SPARQL End Point Self Description
This page summarizes and develops upon conversations on the subject at ISWC 2006.
Self-description of end points may serve at least the following purposes:
- Query composition - A client must know the capabilities of a server in order to compose suitable queries. ODBC and JDBC have fairly extensive metadata about each DBMS's SQL dialect and other properties. These may in part serve as a model.
- Content Discovery - What is the data about? What graphs does the end point contain?
- Query planning - When making an execution plan for federated queries, it is almost necessary to know the cardinalities of predicates and other things for evaluating join orders and the like.
- Does it make sense to send a particular query to this end point? The answer may contain things like whether the query could be parsed in the first place, whether it is known to be identically empty, estimated computation time, estimated count of results, optionally a platform dependent query plan.
We will look at each one in turn.
End Point Data and Capabilities
- Server software name and version
- Must the predicatte be constant?> Must a rdfs:type be given for a subject? Must a graph be given? Can the graph be a variable known at execution time only?

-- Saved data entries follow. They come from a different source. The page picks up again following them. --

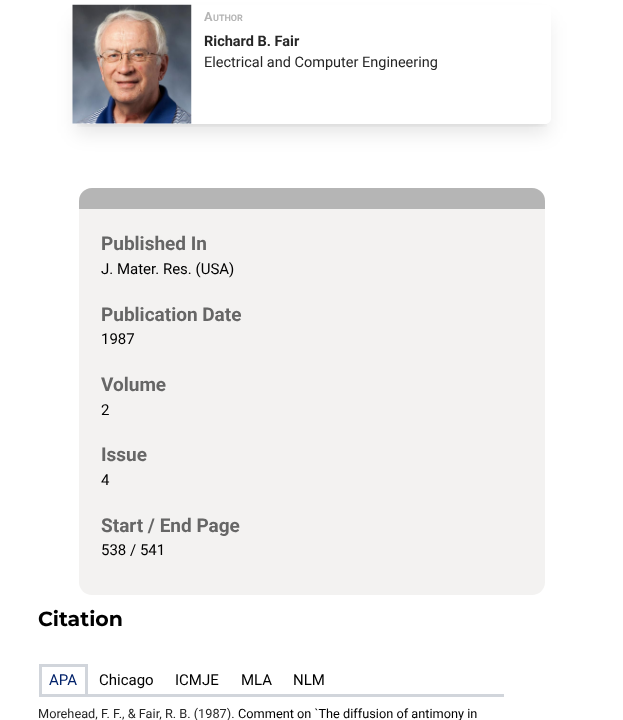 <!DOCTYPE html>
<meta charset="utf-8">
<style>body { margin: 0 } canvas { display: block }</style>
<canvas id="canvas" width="623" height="720"></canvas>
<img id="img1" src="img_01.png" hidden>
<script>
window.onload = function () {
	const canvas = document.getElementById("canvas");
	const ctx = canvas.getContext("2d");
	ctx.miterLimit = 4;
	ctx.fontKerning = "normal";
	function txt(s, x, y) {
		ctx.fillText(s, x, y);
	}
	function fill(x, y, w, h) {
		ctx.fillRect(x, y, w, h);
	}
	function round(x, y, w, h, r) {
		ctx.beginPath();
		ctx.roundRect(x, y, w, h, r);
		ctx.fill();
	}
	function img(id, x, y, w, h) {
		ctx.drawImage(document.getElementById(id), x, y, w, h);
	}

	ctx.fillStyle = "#FFFFFF";
	fill(0, 0, 623, 720);
	ctx.save();
	ctx.beginPath();
	ctx.rect(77, 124, 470, 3);
	ctx.clip();
	ctx.fillStyle = "rgba(0, 0, 0, 0.1)";
	ctx.filter = "blur(4px)";
	ctx.beginPath();
	ctx.roundRect(78, 15, 468, 109, 1);
	ctx.fill();
	ctx.filter = "none";
	ctx.restore();
	ctx.save();
	ctx.beginPath();
	ctx.moveTo(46, 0);
	ctx.lineTo(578, 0);
	ctx.lineTo(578, 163);
	ctx.lineTo(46, 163);
	ctx.closePath();
	ctx.moveTo(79, 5);
	ctx.lineTo(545, 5);
	ctx.bezierCurveTo(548.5, 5, 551, 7.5, 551, 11);
	ctx.lineTo(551, 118);
	ctx.bezierCurveTo(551, 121.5, 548.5, 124, 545, 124);
	ctx.lineTo(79, 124);
	ctx.bezierCurveTo(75.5, 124, 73, 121.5, 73, 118);
	ctx.lineTo(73, 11);
	ctx.bezierCurveTo(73, 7.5, 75.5, 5, 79, 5);
	ctx.closePath();
	ctx.clip("evenodd");
	ctx.fillStyle = "rgba(0, 0, 0, 0.1)";
	ctx.filter = "blur(9.5px)";
	ctx.beginPath();
	ctx.roundRect(76, 21, 472, 112, 2.5);
	ctx.fill();
	ctx.filter = "none";
	ctx.restore();
	img("img1", 72, 4, 120, 120);
	ctx.fillStyle = "#F3F2F1";
	round(79, 188, 466, 407, 13);
	ctx.fillStyle = "#B5B5B5";
	ctx.beginPath();
	ctx.roundRect(79, 188, 466, 21, [13, 13, 0, 0]);
	ctx.fill();
	ctx.fillStyle = "#D1D5DB";
	fill(39, 664, 49, 3);
	fill(85, 664, 3, 32);
	fill(39, 664, 3, 32);
	fill(39, 694, 465, 3);
	ctx.font = "bold 12.75px Roboto";
	ctx.fillStyle = "#B5B5B5";
	txt("A", 204, 21);
	ctx.font = "bold 9px Roboto";
	txt("UTHOR", 213, 21);
	ctx.font = "bold 14.5px Roboto";
	ctx.fillStyle = "#262626";
	txt("Richard B. Fair", 204, 46);
	ctx.font = "14.5px Roboto";
	txt("Electrical and Computer Engineering", 204, 67);
	ctx.font = "bold 19px Roboto";
	ctx.fillStyle = "#666666";
	txt("Published In", 101, 250);
	ctx.font = "15px Roboto";
	ctx.fillStyle = "#000000";
	txt("J. Mater. Res. (USA)", 101, 274);
	ctx.font = "bold 19px Roboto";
	ctx.fillStyle = "#666666";
	txt("Publication Date", 101, 321);
	ctx.font = "15px Roboto";
	ctx.fillStyle = "#000000";
	txt("1987", 101, 344);
	ctx.font = "bold 19px Roboto";
	ctx.fillStyle = "#666666";
	txt("Volume", 101, 391);
	ctx.font = "15px Roboto";
	ctx.fillStyle = "#000000";
	txt("2", 101, 415);
	ctx.font = "bold 19px Roboto";
	ctx.fillStyle = "#666666";
	txt("Issue", 101, 461);
	ctx.font = "15px Roboto";
	ctx.fillStyle = "#000000";
	txt("4", 101, 485);
	ctx.font = "bold 19px Roboto";
	ctx.fillStyle = "#666666";
	txt("Start / End Page", 101, 532);
	ctx.font = "15px Roboto";
	ctx.fillStyle = "#000000";
	txt("538 / 541", 101, 555);
	ctx.font = "bold 20.5px Montserrat";
	txt("Citation", 38, 626);
	ctx.font = "15px Roboto";
	ctx.fillStyle = "#012169";
	txt("APA", 49, 685);
	ctx.fillStyle = "#000000";
	txt("Chicago", 99, 685);
	txt("ICMJE", 175, 685);
	txt("MLA", 241, 685);
	txt("NLM", 293, 685);
	ctx.font = "12.75px Roboto";
	ctx.fillStyle = "#262626";
	txt("Morehead, F. F., & Fair, R. B. (1987).", 38, 718);
	ctx.fillStyle = "#000000";
	txt("Comment on `The diffusion of antimony in", 238, 718);
};
</script>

- List of supported built-in SPARQL functions .
- Language extensions - For example, whether there is a full text match predicate.
- Name and general desscription of the purpose of the end point.
- What organization/individual is maintaining the end point?
- Contact for technical support, legal or administrative matters. Support and webmaster.
- Ontologies used. This could be a list of graphs, each with a list of ontologies describing the data therein. Each graph would be listed with a rough estimate of size expressed in triples.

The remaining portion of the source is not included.